Roy was maddened that they should still decry Royce. With the desperate clarity which visited him in his worst hours, he saw them gloating comfortably, solidly, stuffed with their own rectitude, feeling a warm comfortable self-important satisfaction that Royce had never come off, could not even come off after his death: he saw them saying in public what a pity it was that Royce was not more gifted, how they wanted so earnestly to praise him, how only duty and conscience obliged them so reluctantly to tell the truth. He saw the gloating on solid good-natured faces.

As we walked through the court to his dinner party, he broke out in a clear, passionate tone: “All men are swine.”

He added, but still without acceptance, charity, or rest: “The only wonder is, the decent things they manage to do now and then. They show a dash of something better, once or twice in their lives.

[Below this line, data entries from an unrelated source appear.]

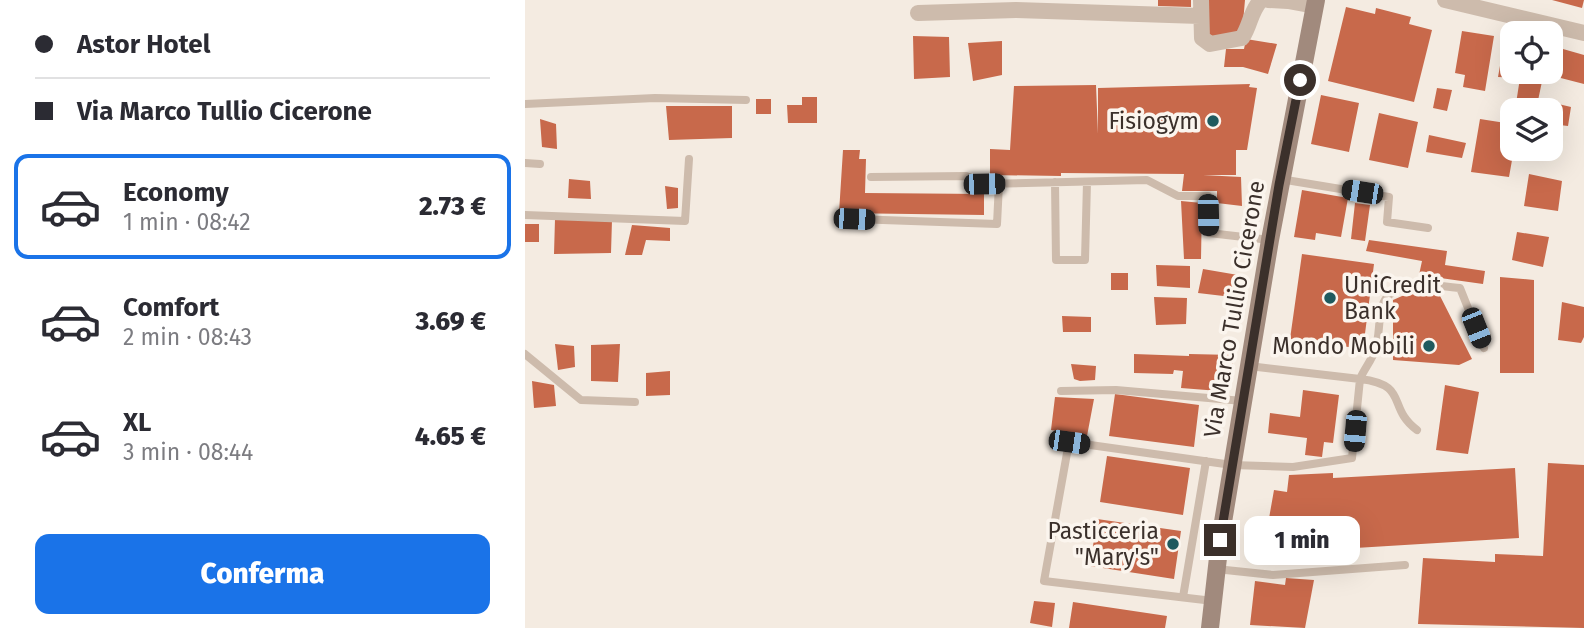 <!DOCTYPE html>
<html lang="it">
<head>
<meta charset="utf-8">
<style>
	body { margin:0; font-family:"Fira Sans",sans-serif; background:#f7f7f7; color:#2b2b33; height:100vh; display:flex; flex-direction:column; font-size:26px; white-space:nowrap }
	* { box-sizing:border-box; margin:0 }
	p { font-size:23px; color:#7c7c81 }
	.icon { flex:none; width:38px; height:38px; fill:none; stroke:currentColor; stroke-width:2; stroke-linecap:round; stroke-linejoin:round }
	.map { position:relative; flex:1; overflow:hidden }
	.sheet { display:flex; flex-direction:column; background:#fff; width:525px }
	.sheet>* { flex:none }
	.hud { display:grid; align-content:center; height:154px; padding:0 35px; background:#fff }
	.tools { position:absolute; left:975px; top:21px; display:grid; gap:14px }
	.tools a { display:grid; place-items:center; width:63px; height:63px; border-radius:14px; background:#fff; box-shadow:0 7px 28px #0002; font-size:35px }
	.end { position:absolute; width:32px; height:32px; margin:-16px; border:9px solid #3b302b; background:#fff; box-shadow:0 0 0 4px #fff }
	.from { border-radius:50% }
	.bubble { position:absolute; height:49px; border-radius:14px; background:#fff; box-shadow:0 7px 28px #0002; font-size:23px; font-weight:800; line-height:49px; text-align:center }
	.car { position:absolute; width:21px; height:42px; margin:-21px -10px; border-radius:9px; box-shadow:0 0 5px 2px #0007; background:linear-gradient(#222 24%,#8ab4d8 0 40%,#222 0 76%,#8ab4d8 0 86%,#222 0) }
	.hud b { display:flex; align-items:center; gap:24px; height:66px; font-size:26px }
	.hud b+b { border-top:2px solid #e1e1e2 }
	.hud i { width:18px; height:18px; background:#2b2b33 }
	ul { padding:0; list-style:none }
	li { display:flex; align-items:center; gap:21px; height:105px; margin:0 14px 10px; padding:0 21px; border:4px solid transparent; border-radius:14px }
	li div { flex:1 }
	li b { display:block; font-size:26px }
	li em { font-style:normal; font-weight:800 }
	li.current { border-color:#1a73e8 }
	li>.icon { width:63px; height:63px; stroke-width:1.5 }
	.button { display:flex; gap:14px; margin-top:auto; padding:14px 35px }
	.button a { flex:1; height:80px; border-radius:14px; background:#1a73e8; color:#fff; font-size:28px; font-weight:800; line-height:80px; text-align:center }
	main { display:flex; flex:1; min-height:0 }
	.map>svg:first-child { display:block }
	.building { fill:#c8694b }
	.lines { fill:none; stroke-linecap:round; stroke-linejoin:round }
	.lane { stroke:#cdbbac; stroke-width:8 }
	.street { stroke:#cdbbac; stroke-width:16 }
	.secondary { stroke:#a18a7d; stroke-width:18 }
	.route { stroke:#3b302b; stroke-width:9 }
	.poi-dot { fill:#1f5a5e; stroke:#fbf5ee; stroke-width:2.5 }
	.labels { text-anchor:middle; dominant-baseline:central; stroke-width:7; stroke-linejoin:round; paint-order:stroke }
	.poi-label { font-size:23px; fill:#3b302b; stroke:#fbf5ee; text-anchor:end }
	.street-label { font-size:23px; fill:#3b302b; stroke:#fbf5ee }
</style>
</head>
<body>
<main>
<section class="sheet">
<div class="hud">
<b><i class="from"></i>Astor Hotel</b>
<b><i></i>Via Marco Tullio Cicerone</b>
</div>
<ul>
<li class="current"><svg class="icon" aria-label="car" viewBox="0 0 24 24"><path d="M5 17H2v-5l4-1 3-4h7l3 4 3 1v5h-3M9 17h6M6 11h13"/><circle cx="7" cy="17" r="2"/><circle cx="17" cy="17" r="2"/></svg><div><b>Economy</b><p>1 min · 08:42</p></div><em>2.73 €</em></li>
<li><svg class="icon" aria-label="car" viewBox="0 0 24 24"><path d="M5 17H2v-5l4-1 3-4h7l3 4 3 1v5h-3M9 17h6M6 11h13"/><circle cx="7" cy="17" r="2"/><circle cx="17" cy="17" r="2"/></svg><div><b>Comfort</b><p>2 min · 08:43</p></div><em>3.69 €</em></li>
<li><svg class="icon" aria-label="car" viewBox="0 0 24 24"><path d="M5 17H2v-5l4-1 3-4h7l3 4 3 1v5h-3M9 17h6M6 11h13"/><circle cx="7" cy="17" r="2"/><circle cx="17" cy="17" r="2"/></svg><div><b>XL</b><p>3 min · 08:44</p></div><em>4.65 €</em></li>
</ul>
<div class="button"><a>Conferma</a></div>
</section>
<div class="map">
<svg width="1059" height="628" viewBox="0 0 1059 628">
	<rect width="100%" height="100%" fill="#f4ebe1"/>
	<path class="building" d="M633,0H666V7L633,6Z
		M684,0H720L717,34L692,38L683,34Z
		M1027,0H1059L1057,8Z
		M821,7L850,14L851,8L886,17L884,24L907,30L889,102L803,81Z
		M937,31L969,36L960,91L938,87L940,75L930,73Z
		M388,36L424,37L425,77L389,79Z
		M721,39L752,44L743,74L718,67H699L701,49H719Z
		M477,41V75L448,81L443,43Z
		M1031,47L1059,55V84L1028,76Z
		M978,49L987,51V72H1019L1011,110H990L995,78L973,77Z
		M725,84L724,87L732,88L722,150H711V175H678L716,177L717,206L692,203V191H657L659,174L536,173V176L465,175V149L485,150L489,86L571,85L573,134V88Z
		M912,88L927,90L922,111L908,108Z
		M796,95L834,103L824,152L786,144Z
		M277,97H292V123H263L262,105H277Z
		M231,99H246V114H231Z
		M1025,102L1046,107L1043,126L1026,124V110H1023Z
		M141,106H207V138L144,140Z
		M854,113L893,122L883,168L844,160Z
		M15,119L31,124L32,149L17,147Z
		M955,119L987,124L989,149L984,177L946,172Z
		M904,135L941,143L937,158L901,152Z
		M318,150H335L334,159H341L340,193L459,194V215L314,213Z
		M1004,174L1037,181L1033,211L999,206Z
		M44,179L65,181L66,199L43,198Z
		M140,186L153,188V208L142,209Z
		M777,190L823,198L816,237L791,233L790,240L769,237Z
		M656,201L677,203L676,259H659Z
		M830,203L845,205L840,241L826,239Z
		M30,219L87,220L86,253L29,254Z
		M0,224H14V242H0Z
		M107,225L145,228V241L121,240L117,255H100Z
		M992,232L1024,237L1018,267L987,260Z
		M844,240L922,251L920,265L960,271L958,284L894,275L897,261L841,251Z
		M777,254L849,264L838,349L765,339Z
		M631,265L665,266V288L632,286Z
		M678,269L713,275L707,297L673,293Z
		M586,273H603V290H586Z
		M975,277L1009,280V373H975Z
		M893,289L912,290L947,359L934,365L868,360V300Z
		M629,297L662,298L661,324L631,325Z
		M1037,302L1059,307V337L1056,343L1033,340Z
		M537,316L566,317V332H538Z
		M30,344L49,346L50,367L33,370Z
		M95,344L93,382L66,381V345Z
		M609,354L664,356V354L709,355L705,381L698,380V387H694V391L656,388L658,371L649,370L648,374L609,373Z
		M546,364L571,366L570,380L555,381L549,379Z
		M145,371V395L121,396V373Z
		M7,381L29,385L31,406L9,408Z
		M920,385L954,392L943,454L911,450Z
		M778,390L814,395L808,443L799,442L797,457L780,455L782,438L743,433L745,413L775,417Z
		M590,394L674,405L669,447L584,436Z
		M530,397L569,399L562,436L526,430Z
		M582,456L665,468L658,515L575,502Z
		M1023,463L1059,465V628L893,624L898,558L970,562V554L1018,556Z
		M990,468L994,538L814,549L812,562L757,565L759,545L740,541L749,490L762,492L764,475L808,473V478Z
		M572,519L656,531L649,579L565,566Z
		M761,578L789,580L780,628L725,625L730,581L760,585Z
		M509,601L530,603L527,627L505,623Z
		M548,602L642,616L640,628H544Z"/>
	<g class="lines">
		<path class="lane" d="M0,104L130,98L221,100
			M0,163L15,164
			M346,177L441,176L459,184L622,180L653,196H683L684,233L745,240
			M755,179L864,197L862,222L903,228
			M530,182L531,260H560L562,182
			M0,215L160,221L164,159
			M329,219L472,224L474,184
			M0,354L56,400L110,402
			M536,391L591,390L718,401
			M892,430C861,407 885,385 835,379C839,369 847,360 850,350C855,337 853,320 857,307C865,277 913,286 935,288L959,348
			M691,569L748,575L880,565
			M658,597L681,461
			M688,601L519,581L544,442L707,465L768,467L827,458L835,379L724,366"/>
		<path class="street" d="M676,0L677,38L685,44L717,38C726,24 725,12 736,0
			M743,0L763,1L790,6
			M920,0L1059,33
			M393,13L491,10L675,16"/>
		<path class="secondary" d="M685,628L695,540L745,240L791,0"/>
	</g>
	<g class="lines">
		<path class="route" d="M695,540L754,185L775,80"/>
	</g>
	<g class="poi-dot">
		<circle cx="688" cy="121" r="7"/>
		<circle cx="805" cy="298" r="7"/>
		<circle cx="904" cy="346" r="7"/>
		<circle cx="648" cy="544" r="7"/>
	</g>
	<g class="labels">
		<g class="poi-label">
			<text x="674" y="121">Fisiogym</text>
			<text x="819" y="285" text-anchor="start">UniCredit<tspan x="819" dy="26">Bank</tspan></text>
			<text x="890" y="346">Mondo Mobili</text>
			<text x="634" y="531">Pasticceria<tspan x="634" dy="26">"Mary's"</tspan></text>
		</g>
		<g class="street-label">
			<text transform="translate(709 309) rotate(-80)">Via Marco Tullio Cicerone</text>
		</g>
	</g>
</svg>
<div class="tools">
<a><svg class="icon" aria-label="locate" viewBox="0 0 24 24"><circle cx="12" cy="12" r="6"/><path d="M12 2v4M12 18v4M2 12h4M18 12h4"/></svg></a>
<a><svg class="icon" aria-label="layers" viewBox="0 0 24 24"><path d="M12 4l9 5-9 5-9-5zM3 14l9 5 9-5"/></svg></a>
</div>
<i class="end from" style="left:775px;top:80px"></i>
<i class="end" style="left:695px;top:540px"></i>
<div class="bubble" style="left:719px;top:516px;width:116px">1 min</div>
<i class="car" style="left:459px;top:184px;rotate:89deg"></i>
<i class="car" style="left:837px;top:192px;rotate:279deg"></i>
<i class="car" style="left:683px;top:215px;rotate:179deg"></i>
<i class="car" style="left:329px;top:219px;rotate:92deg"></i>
<i class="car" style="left:951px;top:328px;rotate:158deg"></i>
<i class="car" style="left:830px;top:431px;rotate:185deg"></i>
<i class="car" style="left:544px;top:442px;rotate:98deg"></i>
</div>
</main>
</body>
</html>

I don’t know how they do it — when I see what we are really like.”

30: Waiting at Night

The desks in Roy’s sitting-room had been pushed round the wall, where one noticed afresh their strange shapes and colours. In the middle, the table had been laid for eight — laid with five glasses at each place and a tremendous bowl of orchids in the middle. It was not often Roy indulged in the apolaustic; he used to chuckle even at the subdued, comfortable, opulent display of Arthur Brown’s claret parties; extravagant meals were not in Roy’s style, they contained for him something irresistibly comic, a hint of Trimalchio. But that night he was for once giving one himself. Decanters of burgundy and claret stood chambering in a corner of the room; the cork of a champagne bottle protruded from a bucket; on a small table were spread out plates of fruit, marrons glacés, petits fours, cold savouries for aperitifs and after-tastes.